Research and Development. Research and development expense primarily consists of wages and benefits for research and development, engineering, regulatory and clinical personnel and also includes consulting, intellectual property, clinical studies and engineering support costs. Research and development expense of $2,005, or 6.4% of net sales, in the three months ended September 30, 2008 decreased $103, or 4.9%, over the prior period research and development expense of $2,108, or 7.0% of net sales, in the three months ended September 30, 2007. Research and development expense of $6,387, or 6.5% of net sales, in the nine months ended September 30, 2008 decreased $185, or 2.8%, over the prior period research and development expense of $6,572, or 7.5% of net sales, in the nine months ended September 30, 2007. We expect research and development expense to be in the $2,000 to $2,200 range for the fourth quarter 2008.

Other Income (Loss). Other income (loss) primarily consisted of foreign currency gains and losses, interest income and interest expense. Other income (loss) was $(137) and $110 in the three and nine months ended September 30, 2008, respectively, compared to other income of $385 and $715 in the three and nine months ended September 30, 2007, respectively. The key difference in the third quarter is due to a foreign currency loss on the revaluation of our intercompany balances. In previous quarters it was a gain.

Provision (Benefit) for Income Taxes. Provision is made for taxes on pre-tax income. In some jurisdictions net operating loss carry-forwards reduce or offset tax provisions. We had an income tax benefit for the three and nine months ended September 30, 2008 of ($910) and ($321) respectively, from continuing operations compared to an income tax provision of $95 and $641 in the three and nine months ended September 30, 2007 respectively, from continuing operations. The income tax benefit was principally the result of the release of the valuation allowance in Australia totaling $1,305, which was recognized during the third quarter 2008. Income taxes in 2008 and 2007 result from pre-tax profits in a foreign geography, alternative minimum tax in the U.S., amortization of goodwill, and state taxes.
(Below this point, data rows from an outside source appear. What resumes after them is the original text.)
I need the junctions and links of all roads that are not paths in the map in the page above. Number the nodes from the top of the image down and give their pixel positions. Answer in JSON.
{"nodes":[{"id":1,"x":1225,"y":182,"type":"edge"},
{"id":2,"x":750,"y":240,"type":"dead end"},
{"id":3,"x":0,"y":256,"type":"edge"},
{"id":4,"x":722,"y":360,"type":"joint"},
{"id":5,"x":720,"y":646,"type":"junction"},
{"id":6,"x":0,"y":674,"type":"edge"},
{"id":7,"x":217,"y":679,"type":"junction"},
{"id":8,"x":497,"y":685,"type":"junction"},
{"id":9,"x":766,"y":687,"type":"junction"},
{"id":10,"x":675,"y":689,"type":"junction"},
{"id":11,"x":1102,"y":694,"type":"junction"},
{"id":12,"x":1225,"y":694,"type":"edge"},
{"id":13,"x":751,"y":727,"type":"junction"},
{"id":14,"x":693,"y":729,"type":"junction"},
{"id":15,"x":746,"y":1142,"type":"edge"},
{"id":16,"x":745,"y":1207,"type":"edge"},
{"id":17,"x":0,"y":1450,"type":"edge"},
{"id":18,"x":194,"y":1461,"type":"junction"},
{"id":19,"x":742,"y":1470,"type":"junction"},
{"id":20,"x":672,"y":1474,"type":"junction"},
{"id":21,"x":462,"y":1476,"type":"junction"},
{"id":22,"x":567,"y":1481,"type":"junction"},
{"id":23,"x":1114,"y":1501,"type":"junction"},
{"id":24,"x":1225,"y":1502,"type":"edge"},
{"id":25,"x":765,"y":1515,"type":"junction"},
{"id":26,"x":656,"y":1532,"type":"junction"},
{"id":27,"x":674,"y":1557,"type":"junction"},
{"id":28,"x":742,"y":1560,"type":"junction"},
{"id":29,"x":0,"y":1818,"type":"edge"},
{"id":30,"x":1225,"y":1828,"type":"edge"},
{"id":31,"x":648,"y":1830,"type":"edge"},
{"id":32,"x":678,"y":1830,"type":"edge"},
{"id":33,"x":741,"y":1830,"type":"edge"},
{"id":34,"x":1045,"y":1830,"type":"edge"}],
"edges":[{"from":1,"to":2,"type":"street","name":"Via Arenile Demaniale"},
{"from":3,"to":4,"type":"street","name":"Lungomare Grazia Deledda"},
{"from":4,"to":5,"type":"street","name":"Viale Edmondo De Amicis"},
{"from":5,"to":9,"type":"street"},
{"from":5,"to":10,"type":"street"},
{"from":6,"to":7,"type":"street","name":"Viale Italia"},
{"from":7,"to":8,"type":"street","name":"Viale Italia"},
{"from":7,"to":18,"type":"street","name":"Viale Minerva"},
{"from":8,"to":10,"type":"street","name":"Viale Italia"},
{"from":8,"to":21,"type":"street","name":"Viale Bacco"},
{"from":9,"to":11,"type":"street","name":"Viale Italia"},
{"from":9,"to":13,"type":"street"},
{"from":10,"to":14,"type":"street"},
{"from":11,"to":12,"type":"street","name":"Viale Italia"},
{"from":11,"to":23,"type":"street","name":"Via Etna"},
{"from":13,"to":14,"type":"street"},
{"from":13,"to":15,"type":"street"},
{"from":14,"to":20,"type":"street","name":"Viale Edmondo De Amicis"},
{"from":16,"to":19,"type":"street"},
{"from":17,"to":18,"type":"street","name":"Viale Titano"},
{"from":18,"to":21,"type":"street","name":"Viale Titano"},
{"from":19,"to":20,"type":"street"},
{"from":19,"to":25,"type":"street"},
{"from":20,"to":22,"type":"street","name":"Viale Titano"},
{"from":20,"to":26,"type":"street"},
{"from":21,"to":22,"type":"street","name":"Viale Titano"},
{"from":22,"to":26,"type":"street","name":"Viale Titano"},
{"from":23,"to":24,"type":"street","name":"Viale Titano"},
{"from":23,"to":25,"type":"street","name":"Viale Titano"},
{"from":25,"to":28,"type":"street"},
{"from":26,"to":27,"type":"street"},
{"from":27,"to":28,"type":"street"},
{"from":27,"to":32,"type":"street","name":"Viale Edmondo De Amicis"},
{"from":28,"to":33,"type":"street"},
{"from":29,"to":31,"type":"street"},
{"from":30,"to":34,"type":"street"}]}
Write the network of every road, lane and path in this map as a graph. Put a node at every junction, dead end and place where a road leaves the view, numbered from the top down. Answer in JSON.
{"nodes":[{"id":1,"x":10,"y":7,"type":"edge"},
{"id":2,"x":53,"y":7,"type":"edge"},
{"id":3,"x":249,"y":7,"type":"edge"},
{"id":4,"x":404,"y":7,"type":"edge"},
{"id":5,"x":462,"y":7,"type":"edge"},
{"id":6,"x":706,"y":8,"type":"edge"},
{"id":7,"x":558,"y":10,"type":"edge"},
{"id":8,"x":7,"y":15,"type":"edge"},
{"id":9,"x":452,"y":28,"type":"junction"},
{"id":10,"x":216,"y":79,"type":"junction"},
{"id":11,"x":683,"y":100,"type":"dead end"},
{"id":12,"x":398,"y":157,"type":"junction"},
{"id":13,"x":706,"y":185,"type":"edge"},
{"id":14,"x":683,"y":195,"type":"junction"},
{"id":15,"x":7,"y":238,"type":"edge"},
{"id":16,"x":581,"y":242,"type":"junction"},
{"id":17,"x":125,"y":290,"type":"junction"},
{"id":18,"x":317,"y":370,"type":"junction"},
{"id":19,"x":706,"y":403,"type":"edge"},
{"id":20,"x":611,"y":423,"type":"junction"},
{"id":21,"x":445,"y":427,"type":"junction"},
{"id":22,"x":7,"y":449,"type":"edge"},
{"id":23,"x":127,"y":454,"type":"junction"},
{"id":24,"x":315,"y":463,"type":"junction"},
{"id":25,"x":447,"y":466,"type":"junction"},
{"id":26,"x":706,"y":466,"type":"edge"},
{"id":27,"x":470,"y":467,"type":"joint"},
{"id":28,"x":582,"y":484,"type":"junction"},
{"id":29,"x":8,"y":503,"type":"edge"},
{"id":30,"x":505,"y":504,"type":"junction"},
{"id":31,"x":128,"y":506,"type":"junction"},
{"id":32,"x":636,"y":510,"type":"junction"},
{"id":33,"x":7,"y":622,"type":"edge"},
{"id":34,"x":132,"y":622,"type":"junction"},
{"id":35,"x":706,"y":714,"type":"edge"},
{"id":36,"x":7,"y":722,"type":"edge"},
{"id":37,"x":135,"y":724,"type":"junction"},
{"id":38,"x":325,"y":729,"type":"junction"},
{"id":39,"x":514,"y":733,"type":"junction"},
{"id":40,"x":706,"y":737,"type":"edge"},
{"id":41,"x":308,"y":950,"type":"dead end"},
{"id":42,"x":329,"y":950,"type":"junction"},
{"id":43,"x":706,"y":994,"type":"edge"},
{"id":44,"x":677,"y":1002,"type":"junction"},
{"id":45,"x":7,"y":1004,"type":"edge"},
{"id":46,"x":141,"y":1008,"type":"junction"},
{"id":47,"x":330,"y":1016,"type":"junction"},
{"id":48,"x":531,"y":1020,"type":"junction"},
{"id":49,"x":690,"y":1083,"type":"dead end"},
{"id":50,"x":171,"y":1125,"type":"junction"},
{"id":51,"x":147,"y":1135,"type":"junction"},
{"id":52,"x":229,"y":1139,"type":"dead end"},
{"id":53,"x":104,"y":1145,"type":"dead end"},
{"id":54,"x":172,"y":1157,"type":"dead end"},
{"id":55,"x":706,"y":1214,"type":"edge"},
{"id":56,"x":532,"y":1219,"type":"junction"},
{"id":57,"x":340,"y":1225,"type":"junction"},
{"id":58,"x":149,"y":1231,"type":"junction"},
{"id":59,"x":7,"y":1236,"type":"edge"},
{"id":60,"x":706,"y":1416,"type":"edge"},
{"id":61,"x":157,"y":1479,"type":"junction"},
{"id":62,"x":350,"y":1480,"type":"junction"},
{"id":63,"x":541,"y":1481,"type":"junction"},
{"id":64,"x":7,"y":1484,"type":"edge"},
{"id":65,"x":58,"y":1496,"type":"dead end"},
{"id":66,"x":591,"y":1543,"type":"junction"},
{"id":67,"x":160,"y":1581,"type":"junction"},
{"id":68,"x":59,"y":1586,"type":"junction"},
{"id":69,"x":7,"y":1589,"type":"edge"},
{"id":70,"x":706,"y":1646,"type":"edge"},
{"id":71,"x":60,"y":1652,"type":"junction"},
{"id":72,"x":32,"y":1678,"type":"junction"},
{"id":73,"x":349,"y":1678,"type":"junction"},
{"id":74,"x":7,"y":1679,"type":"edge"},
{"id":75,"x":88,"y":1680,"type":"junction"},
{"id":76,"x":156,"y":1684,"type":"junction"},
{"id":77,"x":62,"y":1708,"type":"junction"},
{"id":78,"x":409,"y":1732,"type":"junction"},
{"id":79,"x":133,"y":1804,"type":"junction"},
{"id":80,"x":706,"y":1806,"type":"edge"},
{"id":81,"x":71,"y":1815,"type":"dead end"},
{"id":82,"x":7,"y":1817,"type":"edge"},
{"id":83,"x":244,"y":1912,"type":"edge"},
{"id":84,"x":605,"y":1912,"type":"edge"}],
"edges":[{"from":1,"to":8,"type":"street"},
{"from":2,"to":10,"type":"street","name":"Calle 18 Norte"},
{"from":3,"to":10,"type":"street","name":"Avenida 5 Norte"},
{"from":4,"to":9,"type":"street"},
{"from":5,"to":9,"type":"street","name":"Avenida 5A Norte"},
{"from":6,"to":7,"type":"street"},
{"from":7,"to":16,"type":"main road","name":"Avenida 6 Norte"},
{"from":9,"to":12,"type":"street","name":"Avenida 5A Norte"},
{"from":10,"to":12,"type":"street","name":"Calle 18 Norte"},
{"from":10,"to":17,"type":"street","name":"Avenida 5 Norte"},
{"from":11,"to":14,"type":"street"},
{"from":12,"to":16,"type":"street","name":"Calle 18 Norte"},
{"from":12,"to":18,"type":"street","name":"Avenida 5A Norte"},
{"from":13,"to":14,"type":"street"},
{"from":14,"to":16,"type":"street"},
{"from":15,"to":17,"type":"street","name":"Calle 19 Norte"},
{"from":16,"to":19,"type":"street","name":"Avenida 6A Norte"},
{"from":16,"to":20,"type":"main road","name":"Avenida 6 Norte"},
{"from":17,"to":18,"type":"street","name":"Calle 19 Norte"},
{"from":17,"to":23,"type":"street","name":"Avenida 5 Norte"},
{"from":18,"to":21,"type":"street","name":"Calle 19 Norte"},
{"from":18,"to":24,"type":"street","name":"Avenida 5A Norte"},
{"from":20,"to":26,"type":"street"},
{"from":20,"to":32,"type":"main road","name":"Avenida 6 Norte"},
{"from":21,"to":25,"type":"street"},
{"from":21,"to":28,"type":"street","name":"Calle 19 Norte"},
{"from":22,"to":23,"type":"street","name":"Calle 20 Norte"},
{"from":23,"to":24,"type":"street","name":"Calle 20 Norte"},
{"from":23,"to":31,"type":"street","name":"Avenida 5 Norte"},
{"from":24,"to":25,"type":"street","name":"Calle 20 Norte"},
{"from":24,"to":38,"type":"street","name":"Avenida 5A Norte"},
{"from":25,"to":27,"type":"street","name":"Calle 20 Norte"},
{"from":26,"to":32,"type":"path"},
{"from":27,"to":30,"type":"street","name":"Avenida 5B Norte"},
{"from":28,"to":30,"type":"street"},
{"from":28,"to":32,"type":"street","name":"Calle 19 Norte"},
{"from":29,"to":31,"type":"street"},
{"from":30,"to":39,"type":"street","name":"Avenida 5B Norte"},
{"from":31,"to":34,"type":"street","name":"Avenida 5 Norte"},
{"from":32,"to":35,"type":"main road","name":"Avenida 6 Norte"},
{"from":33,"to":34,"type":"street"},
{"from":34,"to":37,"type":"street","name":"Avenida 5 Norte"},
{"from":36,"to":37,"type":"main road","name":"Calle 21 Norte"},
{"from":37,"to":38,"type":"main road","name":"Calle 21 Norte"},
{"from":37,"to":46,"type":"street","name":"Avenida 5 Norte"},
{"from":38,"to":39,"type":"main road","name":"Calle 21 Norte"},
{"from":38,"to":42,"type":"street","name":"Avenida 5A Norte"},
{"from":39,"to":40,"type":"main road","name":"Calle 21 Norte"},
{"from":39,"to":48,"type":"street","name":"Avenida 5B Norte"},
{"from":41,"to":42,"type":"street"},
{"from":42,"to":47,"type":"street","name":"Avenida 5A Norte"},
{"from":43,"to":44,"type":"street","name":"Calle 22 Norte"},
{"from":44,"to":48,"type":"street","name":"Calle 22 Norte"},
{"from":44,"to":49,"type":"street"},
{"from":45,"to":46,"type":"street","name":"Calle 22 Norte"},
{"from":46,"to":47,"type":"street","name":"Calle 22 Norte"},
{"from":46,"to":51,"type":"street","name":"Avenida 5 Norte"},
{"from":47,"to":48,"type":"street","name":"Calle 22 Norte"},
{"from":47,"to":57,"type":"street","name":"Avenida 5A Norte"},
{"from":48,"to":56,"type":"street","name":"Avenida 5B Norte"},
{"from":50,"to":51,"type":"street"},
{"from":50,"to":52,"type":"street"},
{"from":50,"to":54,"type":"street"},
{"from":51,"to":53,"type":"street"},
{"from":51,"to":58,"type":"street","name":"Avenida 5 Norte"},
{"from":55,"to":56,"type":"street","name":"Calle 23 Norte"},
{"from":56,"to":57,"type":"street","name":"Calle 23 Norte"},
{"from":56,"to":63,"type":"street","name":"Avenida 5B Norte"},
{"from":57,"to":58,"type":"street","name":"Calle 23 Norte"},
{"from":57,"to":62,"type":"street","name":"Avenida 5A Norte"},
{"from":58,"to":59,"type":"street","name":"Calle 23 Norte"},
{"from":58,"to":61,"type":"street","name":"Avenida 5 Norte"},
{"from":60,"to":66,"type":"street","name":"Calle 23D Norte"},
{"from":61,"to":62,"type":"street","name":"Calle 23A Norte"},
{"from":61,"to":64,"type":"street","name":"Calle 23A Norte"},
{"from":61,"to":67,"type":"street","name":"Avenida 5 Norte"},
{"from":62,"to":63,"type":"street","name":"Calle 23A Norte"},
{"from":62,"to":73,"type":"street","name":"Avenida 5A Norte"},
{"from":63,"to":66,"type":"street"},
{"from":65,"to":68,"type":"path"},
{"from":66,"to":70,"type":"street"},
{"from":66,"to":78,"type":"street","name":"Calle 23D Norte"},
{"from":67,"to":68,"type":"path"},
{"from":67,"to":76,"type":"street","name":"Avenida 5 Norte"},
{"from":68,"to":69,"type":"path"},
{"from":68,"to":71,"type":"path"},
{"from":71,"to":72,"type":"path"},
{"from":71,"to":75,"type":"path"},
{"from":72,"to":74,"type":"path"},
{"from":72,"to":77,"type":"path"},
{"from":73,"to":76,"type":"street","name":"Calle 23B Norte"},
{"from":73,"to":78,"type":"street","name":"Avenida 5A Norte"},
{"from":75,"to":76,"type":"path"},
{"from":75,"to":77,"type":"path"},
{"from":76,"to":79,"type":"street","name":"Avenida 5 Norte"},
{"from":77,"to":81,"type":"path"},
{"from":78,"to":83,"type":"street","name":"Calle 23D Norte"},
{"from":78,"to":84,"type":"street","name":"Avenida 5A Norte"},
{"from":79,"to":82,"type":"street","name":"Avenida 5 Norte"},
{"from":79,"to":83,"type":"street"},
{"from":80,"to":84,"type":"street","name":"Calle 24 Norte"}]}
Income taxes on profits in the U.S. and a number of our foreign subsidiaries are currently negated by our net operating loss carry-forwards, which total $41,984.

LIQUIDITY AND CAPITAL RESOURCES

Net cash provided by operating activities from continuing operations was $5,577 for the nine months ended September 30, 2008. Negative cash flow that resulted from net loss of $4,237 was positively affected by certain non-cash expenses including depreciation and amortization of $3,758, restructuring charge of $263, stock-based compensation of $1,379, the amortization of discount on long-term debt of $260, and loss on disposal of long-lived assets of $132, partially offset by a the reversal of a deferred tax asset valuation allowance of $1,305 and foreign currency gains of $49. Positive cash flows from changes in assets and liabilities from a decrease in accounts receivable of $1,554 which resulted from improved management of receivables during the nine months of September 30, 2008; a decrease in inventory of $2,158, which was primarily the result of inventory management improvements; an increase in accrued restructuring of $660; and a decrease in other assets of $63. Partially offsetting the positive cash flows is a decrease in accounts payable, accrued liabilities and deferred revenue of $2,378; withholding taxes remitted on share-based awards of $220; and an increase in prepaid expenses and other of $185.

Net cash used in operating activities from discontinued operations was $1,156 for the nine months ended September 30, 2008.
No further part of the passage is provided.